> **EXERCISE**
Go through the listing and copy each line that has the string "Traversa" in it.

> **EXTRACTED DATA**
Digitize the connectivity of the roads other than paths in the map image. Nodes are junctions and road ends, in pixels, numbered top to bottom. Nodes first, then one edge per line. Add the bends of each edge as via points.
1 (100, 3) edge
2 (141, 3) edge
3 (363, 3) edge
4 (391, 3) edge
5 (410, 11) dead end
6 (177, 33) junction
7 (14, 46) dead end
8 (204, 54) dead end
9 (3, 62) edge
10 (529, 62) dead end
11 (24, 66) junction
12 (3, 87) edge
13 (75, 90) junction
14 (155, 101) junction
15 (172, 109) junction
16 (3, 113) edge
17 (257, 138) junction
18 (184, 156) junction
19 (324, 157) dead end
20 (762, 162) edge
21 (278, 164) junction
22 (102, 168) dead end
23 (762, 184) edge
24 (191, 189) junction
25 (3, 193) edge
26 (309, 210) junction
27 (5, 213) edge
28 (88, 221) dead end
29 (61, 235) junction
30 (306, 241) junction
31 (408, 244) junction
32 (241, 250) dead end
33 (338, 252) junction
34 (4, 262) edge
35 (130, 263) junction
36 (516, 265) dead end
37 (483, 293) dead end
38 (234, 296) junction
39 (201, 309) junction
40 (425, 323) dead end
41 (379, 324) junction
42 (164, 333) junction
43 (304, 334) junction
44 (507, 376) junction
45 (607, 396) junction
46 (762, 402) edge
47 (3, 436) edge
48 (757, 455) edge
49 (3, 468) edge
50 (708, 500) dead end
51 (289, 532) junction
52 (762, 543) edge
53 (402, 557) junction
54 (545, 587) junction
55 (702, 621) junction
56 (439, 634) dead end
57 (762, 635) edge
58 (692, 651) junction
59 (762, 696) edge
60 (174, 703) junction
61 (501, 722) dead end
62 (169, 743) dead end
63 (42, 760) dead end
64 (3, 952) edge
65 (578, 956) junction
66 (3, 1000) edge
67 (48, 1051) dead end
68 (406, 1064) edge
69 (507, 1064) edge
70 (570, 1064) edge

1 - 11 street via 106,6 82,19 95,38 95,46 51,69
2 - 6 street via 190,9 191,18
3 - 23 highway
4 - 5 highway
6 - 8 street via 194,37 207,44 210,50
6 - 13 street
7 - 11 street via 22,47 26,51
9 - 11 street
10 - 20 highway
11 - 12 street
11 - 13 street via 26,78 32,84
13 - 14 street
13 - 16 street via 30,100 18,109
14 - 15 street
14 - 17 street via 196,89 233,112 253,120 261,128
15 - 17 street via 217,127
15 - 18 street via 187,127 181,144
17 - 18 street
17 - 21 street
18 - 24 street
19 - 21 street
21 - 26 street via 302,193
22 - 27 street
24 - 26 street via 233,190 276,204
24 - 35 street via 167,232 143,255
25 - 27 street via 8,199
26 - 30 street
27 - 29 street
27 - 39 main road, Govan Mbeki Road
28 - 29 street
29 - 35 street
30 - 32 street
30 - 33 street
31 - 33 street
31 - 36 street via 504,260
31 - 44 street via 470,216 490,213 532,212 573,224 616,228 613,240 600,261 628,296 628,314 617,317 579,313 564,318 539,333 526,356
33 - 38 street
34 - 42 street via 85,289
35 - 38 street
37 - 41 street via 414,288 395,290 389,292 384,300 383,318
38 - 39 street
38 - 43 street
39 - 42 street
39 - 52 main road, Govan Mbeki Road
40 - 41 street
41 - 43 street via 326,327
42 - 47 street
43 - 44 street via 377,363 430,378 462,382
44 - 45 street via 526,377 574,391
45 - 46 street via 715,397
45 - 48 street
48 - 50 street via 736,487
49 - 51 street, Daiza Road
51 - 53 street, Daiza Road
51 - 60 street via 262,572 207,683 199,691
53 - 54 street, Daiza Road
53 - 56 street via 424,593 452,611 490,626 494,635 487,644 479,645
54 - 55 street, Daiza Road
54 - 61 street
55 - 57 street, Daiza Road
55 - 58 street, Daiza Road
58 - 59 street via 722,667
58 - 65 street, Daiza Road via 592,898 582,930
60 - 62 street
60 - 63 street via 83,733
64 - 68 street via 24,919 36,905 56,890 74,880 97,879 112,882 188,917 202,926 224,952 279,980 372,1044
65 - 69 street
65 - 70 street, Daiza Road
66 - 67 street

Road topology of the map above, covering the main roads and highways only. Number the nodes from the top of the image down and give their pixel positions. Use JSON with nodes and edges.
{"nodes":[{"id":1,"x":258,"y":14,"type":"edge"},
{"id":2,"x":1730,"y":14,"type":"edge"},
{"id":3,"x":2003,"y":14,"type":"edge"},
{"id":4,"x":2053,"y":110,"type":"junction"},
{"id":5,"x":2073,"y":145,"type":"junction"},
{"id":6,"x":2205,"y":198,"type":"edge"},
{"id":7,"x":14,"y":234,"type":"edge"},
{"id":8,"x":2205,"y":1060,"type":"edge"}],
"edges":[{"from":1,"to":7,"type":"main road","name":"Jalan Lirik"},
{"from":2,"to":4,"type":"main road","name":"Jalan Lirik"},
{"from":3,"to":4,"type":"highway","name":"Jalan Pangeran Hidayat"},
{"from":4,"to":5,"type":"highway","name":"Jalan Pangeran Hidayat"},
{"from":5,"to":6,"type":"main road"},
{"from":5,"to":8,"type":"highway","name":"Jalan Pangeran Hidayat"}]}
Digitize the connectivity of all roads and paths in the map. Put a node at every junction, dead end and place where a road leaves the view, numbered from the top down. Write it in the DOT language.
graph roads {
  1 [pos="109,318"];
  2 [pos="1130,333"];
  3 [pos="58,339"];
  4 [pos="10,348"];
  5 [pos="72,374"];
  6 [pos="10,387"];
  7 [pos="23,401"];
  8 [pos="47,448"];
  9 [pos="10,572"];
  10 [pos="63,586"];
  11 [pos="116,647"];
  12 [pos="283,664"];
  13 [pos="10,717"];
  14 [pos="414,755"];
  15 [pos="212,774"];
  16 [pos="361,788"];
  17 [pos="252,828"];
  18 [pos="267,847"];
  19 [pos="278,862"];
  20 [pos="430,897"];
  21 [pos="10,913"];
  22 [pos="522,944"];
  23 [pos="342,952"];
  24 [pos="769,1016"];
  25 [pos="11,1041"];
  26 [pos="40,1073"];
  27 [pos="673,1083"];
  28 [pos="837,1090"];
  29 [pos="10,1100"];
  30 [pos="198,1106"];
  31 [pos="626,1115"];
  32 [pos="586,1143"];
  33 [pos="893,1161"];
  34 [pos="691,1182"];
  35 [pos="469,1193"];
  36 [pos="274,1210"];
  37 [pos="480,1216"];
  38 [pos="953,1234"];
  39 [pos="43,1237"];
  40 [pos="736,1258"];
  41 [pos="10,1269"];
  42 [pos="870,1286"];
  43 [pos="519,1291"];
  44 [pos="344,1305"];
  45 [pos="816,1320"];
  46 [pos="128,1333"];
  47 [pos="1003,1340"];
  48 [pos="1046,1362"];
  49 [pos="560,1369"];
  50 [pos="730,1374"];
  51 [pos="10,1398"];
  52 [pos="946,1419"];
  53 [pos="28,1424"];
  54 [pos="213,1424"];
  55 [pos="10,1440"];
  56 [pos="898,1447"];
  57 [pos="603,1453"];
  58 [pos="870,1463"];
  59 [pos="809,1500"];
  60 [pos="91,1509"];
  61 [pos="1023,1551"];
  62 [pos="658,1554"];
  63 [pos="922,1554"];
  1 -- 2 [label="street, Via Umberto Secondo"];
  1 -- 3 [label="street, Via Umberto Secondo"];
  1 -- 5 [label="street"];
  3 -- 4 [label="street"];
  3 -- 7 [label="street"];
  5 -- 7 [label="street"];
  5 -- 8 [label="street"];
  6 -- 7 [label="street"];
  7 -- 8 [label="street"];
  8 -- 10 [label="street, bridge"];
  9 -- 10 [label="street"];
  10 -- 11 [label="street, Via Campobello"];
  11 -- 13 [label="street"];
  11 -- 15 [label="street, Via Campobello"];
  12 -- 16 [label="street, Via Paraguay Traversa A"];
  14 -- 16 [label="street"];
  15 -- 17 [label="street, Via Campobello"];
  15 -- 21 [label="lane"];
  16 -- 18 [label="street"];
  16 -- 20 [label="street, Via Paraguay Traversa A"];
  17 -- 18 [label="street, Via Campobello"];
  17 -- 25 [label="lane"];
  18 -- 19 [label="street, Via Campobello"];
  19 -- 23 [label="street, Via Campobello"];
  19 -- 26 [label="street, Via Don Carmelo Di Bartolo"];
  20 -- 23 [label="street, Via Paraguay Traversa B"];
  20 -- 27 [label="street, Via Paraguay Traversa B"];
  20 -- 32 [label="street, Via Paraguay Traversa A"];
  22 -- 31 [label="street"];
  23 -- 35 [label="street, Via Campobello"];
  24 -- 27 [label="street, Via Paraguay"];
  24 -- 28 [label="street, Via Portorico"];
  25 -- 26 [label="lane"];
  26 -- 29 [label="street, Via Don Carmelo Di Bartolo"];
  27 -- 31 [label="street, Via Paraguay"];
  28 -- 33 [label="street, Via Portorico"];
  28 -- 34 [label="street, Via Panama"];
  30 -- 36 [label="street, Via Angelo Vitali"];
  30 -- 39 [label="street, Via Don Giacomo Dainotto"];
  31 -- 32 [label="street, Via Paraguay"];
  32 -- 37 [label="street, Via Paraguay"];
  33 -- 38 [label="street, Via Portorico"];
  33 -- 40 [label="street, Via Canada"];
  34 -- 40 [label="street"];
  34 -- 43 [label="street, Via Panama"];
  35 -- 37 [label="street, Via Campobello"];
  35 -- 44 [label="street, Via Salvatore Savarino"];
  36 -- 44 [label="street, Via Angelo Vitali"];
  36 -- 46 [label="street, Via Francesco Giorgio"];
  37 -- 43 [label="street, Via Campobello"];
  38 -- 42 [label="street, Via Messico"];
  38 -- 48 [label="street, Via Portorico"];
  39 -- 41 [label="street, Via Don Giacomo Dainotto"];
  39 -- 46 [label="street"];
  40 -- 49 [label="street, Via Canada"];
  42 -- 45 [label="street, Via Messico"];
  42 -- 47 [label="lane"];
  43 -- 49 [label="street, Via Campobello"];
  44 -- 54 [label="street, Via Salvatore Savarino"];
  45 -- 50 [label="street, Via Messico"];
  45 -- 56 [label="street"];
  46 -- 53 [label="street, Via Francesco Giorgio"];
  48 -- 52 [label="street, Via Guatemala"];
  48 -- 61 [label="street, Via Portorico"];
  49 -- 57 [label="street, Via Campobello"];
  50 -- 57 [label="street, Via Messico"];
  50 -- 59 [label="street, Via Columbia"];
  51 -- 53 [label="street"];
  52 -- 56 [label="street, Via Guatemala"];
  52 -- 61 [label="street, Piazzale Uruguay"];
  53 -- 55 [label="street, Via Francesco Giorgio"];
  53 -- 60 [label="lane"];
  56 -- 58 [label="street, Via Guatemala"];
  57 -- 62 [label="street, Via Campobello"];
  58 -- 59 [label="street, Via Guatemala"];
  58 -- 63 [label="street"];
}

> **SOLUTION FOR THIS TASK**
  12 -- 16 [label="street, Via Paraguay Traversa A"];
  16 -- 20 [label="street, Via Paraguay Traversa A"];
  20 -- 23 [label="street, Via Paraguay Traversa B"];
  20 -- 27 [label="street, Via Paraguay Traversa B"];
  20 -- 32 [label="street, Via Paraguay Traversa A"];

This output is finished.